Data for this exercise Block Start

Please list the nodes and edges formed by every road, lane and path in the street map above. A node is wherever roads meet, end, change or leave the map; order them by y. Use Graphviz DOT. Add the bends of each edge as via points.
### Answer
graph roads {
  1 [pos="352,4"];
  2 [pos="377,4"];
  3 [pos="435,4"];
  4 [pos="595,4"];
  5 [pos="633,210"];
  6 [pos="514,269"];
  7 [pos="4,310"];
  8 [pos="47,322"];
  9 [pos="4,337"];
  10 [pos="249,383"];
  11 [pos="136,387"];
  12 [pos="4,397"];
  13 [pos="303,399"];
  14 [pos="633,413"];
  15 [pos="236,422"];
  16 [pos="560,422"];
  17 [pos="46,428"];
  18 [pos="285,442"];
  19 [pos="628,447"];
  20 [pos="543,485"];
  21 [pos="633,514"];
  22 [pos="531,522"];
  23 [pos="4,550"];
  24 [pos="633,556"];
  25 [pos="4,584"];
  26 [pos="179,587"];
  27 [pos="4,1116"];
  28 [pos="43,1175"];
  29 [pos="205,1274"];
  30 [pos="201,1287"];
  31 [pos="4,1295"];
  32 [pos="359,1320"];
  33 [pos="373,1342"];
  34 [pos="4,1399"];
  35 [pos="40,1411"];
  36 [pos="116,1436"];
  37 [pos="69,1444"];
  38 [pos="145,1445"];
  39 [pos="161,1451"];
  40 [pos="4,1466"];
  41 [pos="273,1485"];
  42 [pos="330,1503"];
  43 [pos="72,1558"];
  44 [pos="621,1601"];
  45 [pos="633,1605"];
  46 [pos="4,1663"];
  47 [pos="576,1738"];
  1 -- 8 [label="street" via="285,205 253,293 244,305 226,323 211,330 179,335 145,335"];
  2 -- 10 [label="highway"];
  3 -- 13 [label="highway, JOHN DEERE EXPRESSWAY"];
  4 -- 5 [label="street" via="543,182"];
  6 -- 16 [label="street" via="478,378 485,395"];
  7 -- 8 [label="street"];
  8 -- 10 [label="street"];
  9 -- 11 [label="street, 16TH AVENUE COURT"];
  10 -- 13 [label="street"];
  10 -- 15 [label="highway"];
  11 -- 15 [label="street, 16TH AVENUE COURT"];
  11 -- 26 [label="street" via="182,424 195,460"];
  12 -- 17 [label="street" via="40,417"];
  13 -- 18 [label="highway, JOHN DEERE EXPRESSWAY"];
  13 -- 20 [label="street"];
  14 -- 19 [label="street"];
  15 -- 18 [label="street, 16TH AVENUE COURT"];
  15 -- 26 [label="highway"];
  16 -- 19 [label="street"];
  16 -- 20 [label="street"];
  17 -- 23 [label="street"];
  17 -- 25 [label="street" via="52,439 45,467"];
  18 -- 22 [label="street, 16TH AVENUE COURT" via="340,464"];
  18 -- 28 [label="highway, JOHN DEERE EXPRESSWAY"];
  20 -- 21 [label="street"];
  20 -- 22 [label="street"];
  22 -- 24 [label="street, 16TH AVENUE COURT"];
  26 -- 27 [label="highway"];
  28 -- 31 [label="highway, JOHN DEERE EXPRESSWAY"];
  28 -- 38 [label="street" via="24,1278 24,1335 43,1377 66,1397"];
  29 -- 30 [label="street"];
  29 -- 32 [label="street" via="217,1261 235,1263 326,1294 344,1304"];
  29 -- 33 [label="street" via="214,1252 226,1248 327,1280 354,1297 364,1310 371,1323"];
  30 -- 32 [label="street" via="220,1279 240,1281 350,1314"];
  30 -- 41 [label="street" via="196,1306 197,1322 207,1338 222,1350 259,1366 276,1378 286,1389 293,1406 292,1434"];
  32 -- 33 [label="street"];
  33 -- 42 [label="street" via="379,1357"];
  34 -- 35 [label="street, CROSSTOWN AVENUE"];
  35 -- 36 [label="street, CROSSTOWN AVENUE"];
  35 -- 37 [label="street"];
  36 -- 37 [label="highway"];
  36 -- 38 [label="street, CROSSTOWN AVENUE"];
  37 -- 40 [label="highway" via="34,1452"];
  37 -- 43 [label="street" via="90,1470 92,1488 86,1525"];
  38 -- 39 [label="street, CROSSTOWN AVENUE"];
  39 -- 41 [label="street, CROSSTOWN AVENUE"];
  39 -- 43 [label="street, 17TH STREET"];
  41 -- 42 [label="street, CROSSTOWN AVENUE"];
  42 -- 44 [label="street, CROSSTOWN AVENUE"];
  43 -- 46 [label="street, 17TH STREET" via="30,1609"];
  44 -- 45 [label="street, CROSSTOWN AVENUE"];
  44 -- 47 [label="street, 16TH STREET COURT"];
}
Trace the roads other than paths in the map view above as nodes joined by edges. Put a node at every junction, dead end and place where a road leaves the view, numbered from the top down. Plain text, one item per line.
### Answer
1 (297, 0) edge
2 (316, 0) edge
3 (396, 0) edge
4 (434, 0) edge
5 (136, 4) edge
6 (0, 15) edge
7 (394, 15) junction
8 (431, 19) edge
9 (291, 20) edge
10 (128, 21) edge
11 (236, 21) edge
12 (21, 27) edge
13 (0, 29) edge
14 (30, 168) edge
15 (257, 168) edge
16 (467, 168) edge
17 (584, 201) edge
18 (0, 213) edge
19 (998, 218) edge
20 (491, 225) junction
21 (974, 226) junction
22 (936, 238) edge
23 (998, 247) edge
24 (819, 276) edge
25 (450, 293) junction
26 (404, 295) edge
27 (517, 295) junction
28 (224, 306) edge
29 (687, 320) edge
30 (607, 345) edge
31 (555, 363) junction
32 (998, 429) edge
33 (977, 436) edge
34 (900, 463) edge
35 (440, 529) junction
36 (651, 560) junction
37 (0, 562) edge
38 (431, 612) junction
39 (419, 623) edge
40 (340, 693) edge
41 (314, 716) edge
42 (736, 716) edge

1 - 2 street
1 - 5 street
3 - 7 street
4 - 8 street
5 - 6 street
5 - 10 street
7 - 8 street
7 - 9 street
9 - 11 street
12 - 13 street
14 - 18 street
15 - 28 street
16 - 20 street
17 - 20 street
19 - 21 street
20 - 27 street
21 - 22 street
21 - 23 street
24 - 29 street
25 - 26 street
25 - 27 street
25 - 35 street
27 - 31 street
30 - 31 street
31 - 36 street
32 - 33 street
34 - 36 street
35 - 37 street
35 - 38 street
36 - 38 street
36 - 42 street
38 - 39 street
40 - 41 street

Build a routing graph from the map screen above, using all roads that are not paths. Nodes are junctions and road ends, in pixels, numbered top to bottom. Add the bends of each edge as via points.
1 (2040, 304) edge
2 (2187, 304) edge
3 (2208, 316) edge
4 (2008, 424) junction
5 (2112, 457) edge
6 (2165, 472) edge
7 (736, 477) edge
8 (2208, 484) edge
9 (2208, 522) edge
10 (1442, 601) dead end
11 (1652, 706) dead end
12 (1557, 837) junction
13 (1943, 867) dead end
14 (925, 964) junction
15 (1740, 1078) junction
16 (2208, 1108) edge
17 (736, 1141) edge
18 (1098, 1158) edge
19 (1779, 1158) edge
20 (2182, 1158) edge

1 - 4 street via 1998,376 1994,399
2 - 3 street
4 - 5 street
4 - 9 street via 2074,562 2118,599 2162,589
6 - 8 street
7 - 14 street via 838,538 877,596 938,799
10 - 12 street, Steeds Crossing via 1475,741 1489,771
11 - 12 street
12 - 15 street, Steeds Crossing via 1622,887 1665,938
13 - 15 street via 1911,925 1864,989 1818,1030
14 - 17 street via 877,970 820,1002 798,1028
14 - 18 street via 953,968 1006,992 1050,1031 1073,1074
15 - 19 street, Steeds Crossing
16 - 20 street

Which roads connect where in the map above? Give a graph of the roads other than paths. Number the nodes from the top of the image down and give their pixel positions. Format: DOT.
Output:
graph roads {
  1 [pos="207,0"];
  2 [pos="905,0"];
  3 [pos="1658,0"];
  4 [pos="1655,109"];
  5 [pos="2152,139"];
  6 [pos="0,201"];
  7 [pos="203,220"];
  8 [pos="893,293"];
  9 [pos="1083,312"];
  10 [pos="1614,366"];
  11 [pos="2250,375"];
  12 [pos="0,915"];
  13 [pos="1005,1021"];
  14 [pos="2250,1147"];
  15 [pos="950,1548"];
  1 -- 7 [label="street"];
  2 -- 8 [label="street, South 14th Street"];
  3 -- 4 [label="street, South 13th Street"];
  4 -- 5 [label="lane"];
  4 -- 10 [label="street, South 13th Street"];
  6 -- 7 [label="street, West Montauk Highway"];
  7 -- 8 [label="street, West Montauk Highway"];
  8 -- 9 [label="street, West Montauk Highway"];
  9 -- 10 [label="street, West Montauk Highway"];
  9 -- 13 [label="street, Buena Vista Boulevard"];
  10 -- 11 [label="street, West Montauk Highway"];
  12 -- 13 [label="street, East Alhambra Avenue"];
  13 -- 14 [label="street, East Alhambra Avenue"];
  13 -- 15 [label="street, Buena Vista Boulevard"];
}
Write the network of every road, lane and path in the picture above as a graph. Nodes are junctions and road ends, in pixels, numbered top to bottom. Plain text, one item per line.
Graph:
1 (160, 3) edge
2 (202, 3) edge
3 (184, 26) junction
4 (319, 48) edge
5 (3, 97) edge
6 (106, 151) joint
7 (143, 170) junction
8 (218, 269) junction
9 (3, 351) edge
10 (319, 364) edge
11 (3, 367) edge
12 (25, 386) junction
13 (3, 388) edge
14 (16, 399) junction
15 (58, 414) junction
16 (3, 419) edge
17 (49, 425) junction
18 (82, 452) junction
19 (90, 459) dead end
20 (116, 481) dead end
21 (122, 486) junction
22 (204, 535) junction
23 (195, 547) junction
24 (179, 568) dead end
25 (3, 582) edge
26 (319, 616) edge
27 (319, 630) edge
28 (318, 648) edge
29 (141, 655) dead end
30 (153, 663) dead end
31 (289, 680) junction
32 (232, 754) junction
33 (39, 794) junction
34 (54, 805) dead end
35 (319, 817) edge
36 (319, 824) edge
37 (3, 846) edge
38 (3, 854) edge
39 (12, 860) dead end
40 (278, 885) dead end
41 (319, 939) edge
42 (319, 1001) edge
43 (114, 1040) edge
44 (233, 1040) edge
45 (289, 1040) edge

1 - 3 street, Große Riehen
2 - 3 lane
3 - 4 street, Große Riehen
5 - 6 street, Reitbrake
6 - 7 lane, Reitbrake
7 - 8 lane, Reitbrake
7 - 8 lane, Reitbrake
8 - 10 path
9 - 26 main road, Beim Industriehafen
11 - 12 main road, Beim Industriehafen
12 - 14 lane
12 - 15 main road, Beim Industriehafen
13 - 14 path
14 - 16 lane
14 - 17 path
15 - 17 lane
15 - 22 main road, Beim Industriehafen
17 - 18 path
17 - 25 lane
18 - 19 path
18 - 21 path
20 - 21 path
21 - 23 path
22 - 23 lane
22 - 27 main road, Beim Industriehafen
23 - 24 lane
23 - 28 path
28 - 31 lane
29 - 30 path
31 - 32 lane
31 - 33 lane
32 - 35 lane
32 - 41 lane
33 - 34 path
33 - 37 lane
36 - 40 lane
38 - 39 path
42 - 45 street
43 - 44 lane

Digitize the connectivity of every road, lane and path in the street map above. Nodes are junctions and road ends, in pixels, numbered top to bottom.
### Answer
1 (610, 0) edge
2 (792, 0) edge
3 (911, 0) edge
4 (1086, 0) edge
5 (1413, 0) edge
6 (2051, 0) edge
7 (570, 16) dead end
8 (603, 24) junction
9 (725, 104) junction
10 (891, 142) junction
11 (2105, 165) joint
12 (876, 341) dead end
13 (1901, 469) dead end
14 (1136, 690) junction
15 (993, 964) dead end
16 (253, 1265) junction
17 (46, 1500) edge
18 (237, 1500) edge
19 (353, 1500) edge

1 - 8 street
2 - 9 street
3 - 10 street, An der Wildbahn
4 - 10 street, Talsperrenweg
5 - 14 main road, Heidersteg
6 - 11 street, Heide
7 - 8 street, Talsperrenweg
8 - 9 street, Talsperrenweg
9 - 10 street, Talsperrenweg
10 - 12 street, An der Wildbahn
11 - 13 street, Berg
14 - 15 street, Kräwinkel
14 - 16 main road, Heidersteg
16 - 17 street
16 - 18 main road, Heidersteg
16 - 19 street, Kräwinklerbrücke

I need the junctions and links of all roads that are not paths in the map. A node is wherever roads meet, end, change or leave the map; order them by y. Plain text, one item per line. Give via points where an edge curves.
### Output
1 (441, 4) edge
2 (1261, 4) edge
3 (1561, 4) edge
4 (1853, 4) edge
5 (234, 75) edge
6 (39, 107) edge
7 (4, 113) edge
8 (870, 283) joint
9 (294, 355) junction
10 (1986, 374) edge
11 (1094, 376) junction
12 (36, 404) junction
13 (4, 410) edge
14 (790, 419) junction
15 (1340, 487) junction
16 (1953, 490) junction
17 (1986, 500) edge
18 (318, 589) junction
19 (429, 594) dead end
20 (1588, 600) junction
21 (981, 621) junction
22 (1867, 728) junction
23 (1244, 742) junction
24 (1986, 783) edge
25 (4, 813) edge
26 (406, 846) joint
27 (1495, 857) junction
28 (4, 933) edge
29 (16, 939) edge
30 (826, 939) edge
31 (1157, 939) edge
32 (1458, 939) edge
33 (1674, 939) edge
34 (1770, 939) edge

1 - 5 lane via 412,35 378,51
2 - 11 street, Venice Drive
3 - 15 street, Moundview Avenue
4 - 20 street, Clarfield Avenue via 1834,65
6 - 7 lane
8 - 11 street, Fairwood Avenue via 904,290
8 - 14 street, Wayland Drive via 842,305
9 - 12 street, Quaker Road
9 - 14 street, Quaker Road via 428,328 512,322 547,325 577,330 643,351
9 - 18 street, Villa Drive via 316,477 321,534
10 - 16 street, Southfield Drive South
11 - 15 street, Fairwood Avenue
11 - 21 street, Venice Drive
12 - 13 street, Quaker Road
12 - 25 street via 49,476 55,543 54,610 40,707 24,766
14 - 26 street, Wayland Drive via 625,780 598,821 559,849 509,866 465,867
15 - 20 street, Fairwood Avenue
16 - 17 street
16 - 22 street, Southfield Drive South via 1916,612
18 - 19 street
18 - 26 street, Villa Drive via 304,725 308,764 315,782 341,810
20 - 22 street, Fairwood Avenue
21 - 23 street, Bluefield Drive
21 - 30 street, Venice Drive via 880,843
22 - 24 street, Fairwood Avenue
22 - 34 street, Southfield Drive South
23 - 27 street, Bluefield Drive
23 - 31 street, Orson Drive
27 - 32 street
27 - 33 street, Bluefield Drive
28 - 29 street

Data for this exercise Block End

*Your goal*
Look over the entries for "Riehen", then copy every line that includes that string.

*Solution*
1 - 3 street, Große Riehen
3 - 4 street, Große Riehen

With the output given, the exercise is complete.